WASHINGTON (Legal Newsline) -- The Republican National Committee, in what some are calling the next big campaign finance case, wants the U.S. Supreme Court to give donors greater First Amendment freedom to make contributions to parties and candidates.
In McCutcheon v. Federal Election Commission, the RNC and the individual donor involved in the case, Alabaman Shaun McCutcheon, take issue with aggregate contribution limits.
Federal law imposes two types of limits on political contributions by individuals.
Base limits restrict the amount an individual may contribute to a particular candidate committee ($2,600 per election); national party committee ($32,400 per calendar year); state, district and local party committee (a combined limit of $10,000 per calendar year); and political action committee ($5,000 per calendar year).
Aggregate limits restrict the total contributions an individual may make in a biennial election cycle as follows: $48,600 to candidate committees and $74,600 to non-candidate committees, of which no more than $48,600 may go to non-national party committees (i.e., state, district and local party committees).
The RNC and McCutcheon argue that the aggregate limits are unconstitutional because contributors are limited to supporting a certain number of candidates.
Last week, nearly a dozen amicus briefs were filed in the case, which the nation's high court is set to hear during its next term in October
Among those: a brief by the nonpartisan nonprofit Committee for Justice.
In its May 13 brief, CFJ sided with the RNC and McCutcheon.
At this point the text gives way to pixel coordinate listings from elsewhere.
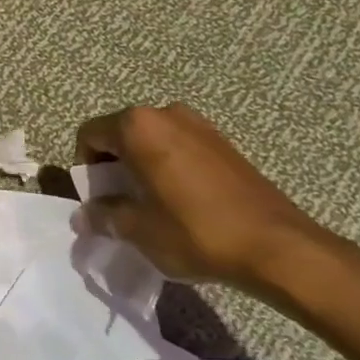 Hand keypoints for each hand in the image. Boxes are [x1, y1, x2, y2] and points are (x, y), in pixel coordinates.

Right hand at [75, 104, 323, 291]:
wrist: (275, 245)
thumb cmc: (195, 231)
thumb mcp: (138, 230)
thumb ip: (104, 216)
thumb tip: (84, 216)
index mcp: (138, 127)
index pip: (89, 134)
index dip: (85, 167)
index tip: (97, 198)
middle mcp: (165, 113)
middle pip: (120, 133)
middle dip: (113, 165)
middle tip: (120, 203)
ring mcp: (198, 124)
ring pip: (150, 140)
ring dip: (140, 165)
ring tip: (151, 203)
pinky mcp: (222, 141)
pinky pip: (178, 146)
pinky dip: (167, 166)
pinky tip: (180, 201) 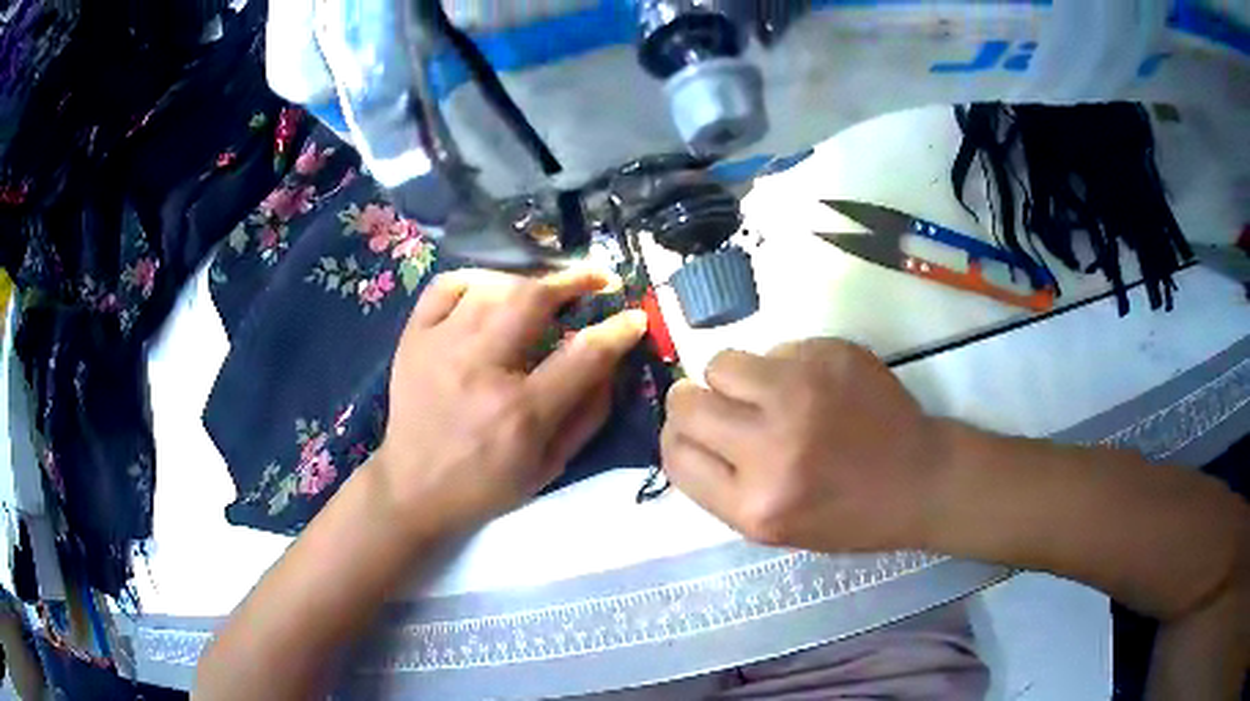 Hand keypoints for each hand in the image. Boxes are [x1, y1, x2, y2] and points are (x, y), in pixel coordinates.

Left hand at [374, 268, 647, 538]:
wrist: (413, 489)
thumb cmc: (487, 485)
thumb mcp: (551, 465)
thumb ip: (588, 414)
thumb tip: (612, 360)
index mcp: (520, 412)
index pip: (583, 354)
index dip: (618, 329)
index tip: (634, 316)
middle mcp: (479, 369)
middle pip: (532, 299)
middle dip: (574, 280)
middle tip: (598, 278)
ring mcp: (439, 347)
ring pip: (492, 287)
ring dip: (528, 283)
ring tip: (544, 292)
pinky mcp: (413, 338)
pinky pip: (446, 285)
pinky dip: (476, 280)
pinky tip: (491, 293)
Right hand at [661, 338, 949, 552]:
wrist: (920, 480)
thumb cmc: (847, 515)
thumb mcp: (772, 528)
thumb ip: (719, 485)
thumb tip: (682, 431)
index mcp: (756, 504)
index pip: (675, 454)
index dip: (677, 440)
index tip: (693, 434)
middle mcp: (773, 445)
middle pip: (686, 402)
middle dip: (693, 402)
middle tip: (723, 409)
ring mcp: (804, 392)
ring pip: (723, 362)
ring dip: (736, 379)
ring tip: (770, 395)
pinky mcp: (830, 355)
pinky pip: (775, 348)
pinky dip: (783, 366)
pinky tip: (816, 389)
"It is hard enough to square McCain-Feingold's base limits with the First Amendment, but it's even harder to justify the aggregate limits, which serve no significant interest -- constitutionally valid or otherwise -- when added on top of the base limits," CFJ President Curt Levey said.
"Striking down the aggregate limits would be both important in its own right and a critical first step towards ending the second-class treatment of political contributions under the First Amendment."
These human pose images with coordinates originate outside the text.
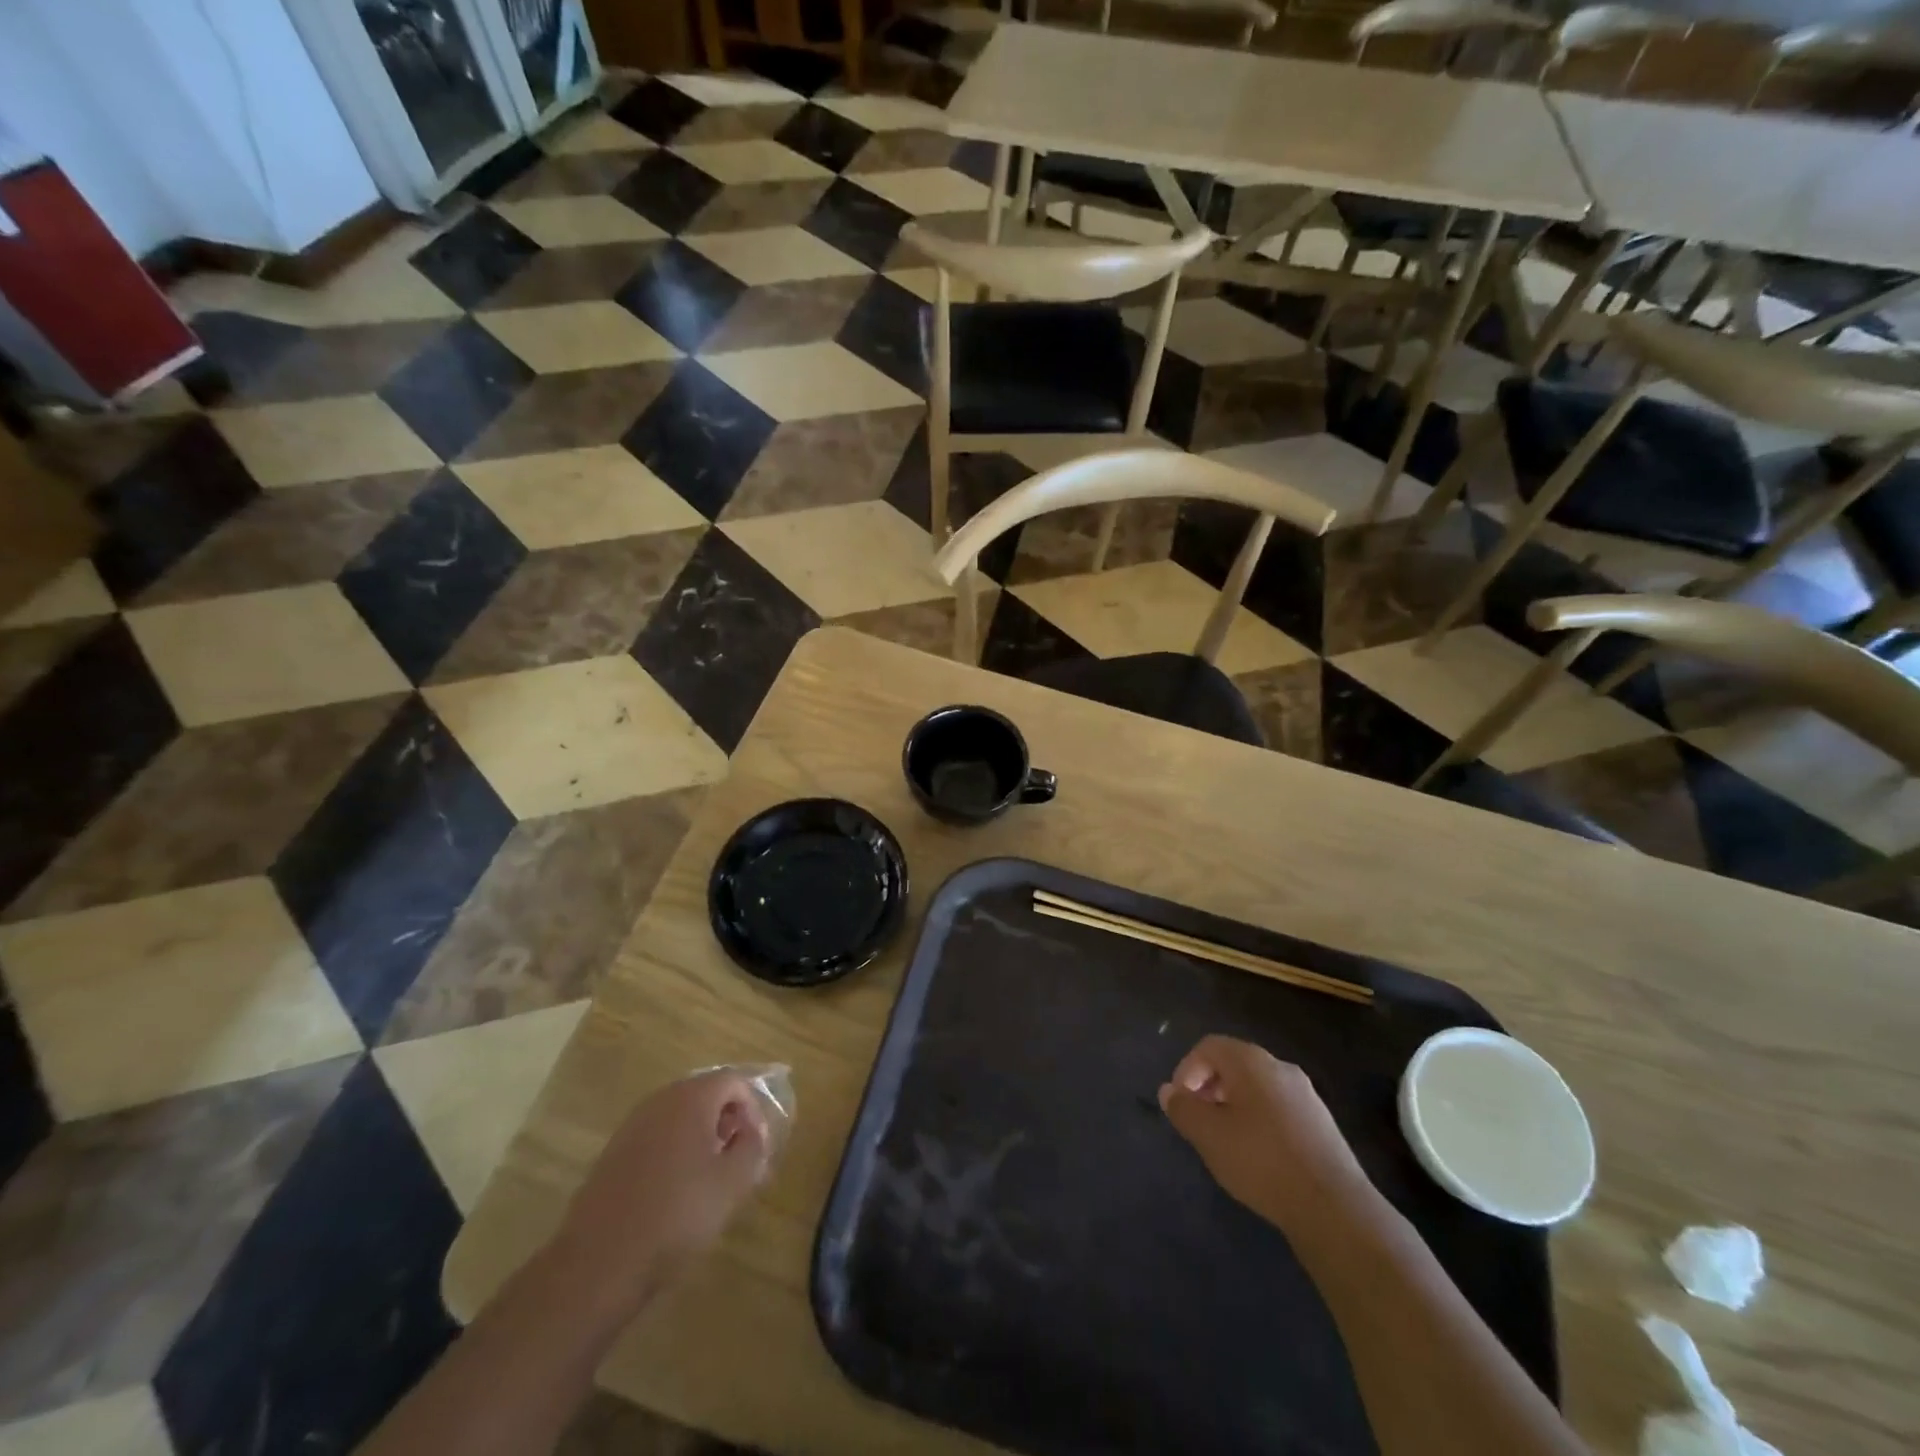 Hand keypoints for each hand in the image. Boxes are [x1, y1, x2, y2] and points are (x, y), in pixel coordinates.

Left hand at [549, 1069, 773, 1312]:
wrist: (599, 1263)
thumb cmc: (676, 1215)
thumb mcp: (732, 1184)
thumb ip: (752, 1148)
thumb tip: (751, 1133)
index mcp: (691, 1098)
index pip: (734, 1082)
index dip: (753, 1109)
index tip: (757, 1146)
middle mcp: (659, 1101)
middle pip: (705, 1094)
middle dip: (727, 1121)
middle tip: (737, 1159)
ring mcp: (631, 1126)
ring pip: (679, 1116)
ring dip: (701, 1137)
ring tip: (710, 1177)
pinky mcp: (612, 1154)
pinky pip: (656, 1138)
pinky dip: (674, 1151)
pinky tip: (676, 1191)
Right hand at [1159, 1035, 1372, 1233]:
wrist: (1333, 1207)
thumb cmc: (1261, 1161)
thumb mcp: (1209, 1135)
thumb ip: (1184, 1109)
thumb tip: (1169, 1091)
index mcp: (1251, 1061)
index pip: (1208, 1046)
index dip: (1186, 1069)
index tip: (1180, 1103)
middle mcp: (1280, 1067)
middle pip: (1234, 1063)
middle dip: (1209, 1087)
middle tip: (1199, 1120)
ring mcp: (1306, 1095)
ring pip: (1257, 1087)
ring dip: (1234, 1104)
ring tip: (1225, 1140)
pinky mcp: (1321, 1123)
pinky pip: (1278, 1107)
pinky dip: (1259, 1119)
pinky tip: (1257, 1155)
The committee's 33-page brief points out that base limits are purported to serve the only two interests -- countering the occurrence or perception of quid pro quo political corruption -- identified by the Supreme Court as constitutionally sufficient to justify contribution limits.
Therefore, the aggregate limits can add nothing more than ensuring that no one engages in too much political speech, an interest the court has rejected, CFJ contends.
CFJ's brief also focuses on the "perverse effect" of the aggregate limits, which serve to direct the flow of money away from candidates and political parties and towards entities, such as Super PACs and 501(c)(4) organizations, that engage in unregulated independent expenditures.
"The resulting flow of money away from candidates and political parties and towards independent expenditure groups is completely counter to the one interest expressed almost unanimously by the public -- the desire for more political compromise and less hyper-politicization of campaigns," said Levey, who authored the committee's amicus brief.
"As a 501(c)(4) organization, the Committee for Justice is well aware that (c)(4)'s and Super PACs cannot serve the unique and important role that political parties play in the political process, a role that is being weakened by McCain-Feingold's aggregate limits."